Output: Actionable remediation plan with prioritized recommendations

Step 6: Generate Deliverables

Actions:

Create NFR assessment markdown file:
- Use template from nfr-report-template.md
- Include executive summary (overall status, critical issues)
- Add NFR-by-NFR assessment (status, evidence, thresholds)
- Add findings summary (PASS count, CONCERNS count, FAIL count)
- Add quick wins section
- Add recommended actions section
- Add evidence gaps checklist
- Save to {output_folder}/nfr-assessment.md

Generate gate YAML snippet (if enabled):

nfr_assessment:
  date: '2025-10-14'
  categories:
    performance: 'PASS'
    security: 'CONCERNS'
    reliability: 'PASS'
    maintainability: 'PASS'
  overall_status: 'CONCERNS'
  critical_issues: 0
  high_priority_issues: 1
  concerns: 2
  blockers: false

Generate evidence checklist (if enabled):
- List all NFRs with MISSING or INCOMPLETE evidence
- Assign owners for evidence collection
- Suggest evidence sources (tests, metrics, logs)
- Set deadlines for evidence collection
Update story file (if enabled and requested):
- Add "NFR Assessment" section to story markdown
- Link to NFR assessment report
- Include overall status and critical issues
- Add gate status

Output: Complete NFR assessment documentation ready for review and CI/CD integration

Non-Prescriptive Approach

Minimal Examples: This workflow provides principles and patterns, not rigid templates.

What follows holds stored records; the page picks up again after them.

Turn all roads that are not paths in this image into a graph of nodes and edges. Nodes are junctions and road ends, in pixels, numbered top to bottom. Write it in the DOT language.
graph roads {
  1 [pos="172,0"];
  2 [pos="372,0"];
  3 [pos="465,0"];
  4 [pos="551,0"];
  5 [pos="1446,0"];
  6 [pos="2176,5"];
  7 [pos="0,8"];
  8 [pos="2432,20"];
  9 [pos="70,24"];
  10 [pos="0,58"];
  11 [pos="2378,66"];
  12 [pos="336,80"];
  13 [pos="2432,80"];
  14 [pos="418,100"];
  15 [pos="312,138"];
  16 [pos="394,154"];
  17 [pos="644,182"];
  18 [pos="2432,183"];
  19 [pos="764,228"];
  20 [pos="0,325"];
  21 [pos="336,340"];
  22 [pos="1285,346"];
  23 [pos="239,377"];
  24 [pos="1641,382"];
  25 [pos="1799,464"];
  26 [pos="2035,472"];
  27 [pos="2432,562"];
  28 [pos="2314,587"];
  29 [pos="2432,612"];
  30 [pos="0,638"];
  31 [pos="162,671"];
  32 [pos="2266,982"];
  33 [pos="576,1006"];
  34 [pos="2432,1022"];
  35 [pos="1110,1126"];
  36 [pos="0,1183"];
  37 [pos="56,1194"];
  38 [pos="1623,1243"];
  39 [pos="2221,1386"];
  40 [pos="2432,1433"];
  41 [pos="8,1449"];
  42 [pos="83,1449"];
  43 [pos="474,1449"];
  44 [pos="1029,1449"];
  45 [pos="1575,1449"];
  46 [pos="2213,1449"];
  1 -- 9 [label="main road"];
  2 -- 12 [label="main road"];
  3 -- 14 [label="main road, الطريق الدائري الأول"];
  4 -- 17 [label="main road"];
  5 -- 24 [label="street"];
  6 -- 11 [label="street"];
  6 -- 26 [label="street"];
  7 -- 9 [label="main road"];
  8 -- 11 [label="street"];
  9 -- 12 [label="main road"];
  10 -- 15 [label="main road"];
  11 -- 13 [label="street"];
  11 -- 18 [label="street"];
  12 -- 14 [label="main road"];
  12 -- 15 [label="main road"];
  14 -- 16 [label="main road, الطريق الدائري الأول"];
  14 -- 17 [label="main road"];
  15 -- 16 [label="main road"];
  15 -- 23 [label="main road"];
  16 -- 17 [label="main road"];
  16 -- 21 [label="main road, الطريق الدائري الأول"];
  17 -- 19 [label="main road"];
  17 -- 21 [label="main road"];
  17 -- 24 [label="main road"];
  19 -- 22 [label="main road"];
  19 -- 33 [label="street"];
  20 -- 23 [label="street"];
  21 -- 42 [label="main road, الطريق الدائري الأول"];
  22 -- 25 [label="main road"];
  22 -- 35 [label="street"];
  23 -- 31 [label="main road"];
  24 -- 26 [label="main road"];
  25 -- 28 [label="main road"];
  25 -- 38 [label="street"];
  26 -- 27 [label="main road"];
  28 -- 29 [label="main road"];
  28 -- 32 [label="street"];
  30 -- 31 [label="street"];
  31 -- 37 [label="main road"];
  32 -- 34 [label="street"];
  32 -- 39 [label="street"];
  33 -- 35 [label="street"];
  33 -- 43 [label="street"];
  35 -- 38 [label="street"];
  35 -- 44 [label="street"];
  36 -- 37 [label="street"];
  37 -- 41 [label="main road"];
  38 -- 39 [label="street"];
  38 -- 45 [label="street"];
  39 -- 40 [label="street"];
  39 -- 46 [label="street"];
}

Teams should adapt NFR categories, thresholds, and assessment criteria to their needs.

Key Patterns to Follow:

Use evidence-based validation (no guessing or inference)
Apply deterministic rules (consistent PASS/CONCERNS/FAIL classification)
Never guess thresholds (mark as CONCERNS if unknown)
Provide actionable recommendations (specific steps, not generic advice)
Generate gate-ready artifacts (YAML snippets for CI/CD)

Extend as Needed:

Add custom NFR categories (accessibility, internationalization, compliance)
Integrate with external tools (New Relic, Datadog, SonarQube, JIRA)
Add custom thresholds and rules
Link to external assessment systems

NFR Categories and Criteria

Performance

Criteria:

Response time (p50, p95, p99 percentiles)
Throughput (requests per second, transactions per second)
Resource usage (CPU, memory, disk, network)
Scalability (horizontal, vertical)

Thresholds (Default):

Response time p95: 500ms
Throughput: 100 RPS
CPU usage: < 70% average
Memory usage: < 80% max

Evidence Sources:

Load test results (JMeter, k6, Gatling)
APM data (New Relic, Datadog, Dynatrace)
Lighthouse reports (for web apps)
Playwright performance traces

Security

Criteria:

Authentication (login security, session management)
Authorization (access control, permissions)
Data protection (encryption, PII handling)
Vulnerability management (SAST, DAST, dependency scanning)
Compliance (GDPR, HIPAA, PCI-DSS)

Thresholds (Default):

Security score: >= 85/100
Critical vulnerabilities: 0
High vulnerabilities: < 3
Authentication strength: MFA enabled

Evidence Sources:

SAST results (SonarQube, Checkmarx, Veracode)
DAST results (OWASP ZAP, Burp Suite)
Dependency scanning (Snyk, Dependabot, npm audit)
Penetration test reports
Security audit logs

Reliability

Criteria:

Availability (uptime percentage)
Error handling (graceful degradation, error recovery)
Fault tolerance (redundancy, failover)
Disaster recovery (backup, restore, RTO/RPO)
Stability (CI burn-in, chaos engineering)

Thresholds (Default):

Uptime: >= 99.9% (three nines)
Error rate: < 0.1% (1 in 1000 requests)
MTTR (Mean Time To Recovery): < 15 minutes
CI burn-in: 100 consecutive successful runs

Evidence Sources:

Uptime monitoring (Pingdom, UptimeRobot, StatusCake)
Error logs and error rates
CI burn-in results (see ci-burn-in.md)
Chaos engineering test results (Chaos Monkey, Gremlin)
Incident reports and postmortems

Maintainability

Criteria:

Code quality (complexity, duplication, code smells)
Test coverage (unit, integration, E2E)
Documentation (code comments, README, architecture docs)
Technical debt (debt ratio, code churn)
Test quality (from test-review workflow)

Thresholds (Default):

Test coverage: >= 80%
Code quality score: >= 85/100
Technical debt ratio: < 5%
Documentation completeness: >= 90%

Evidence Sources:

Coverage reports (Istanbul, NYC, c8, JaCoCo)
Static analysis (ESLint, SonarQube, CodeClimate)
Documentation audit (manual or automated)
Test review report (from test-review workflow)
Git metrics (code churn, commit frequency)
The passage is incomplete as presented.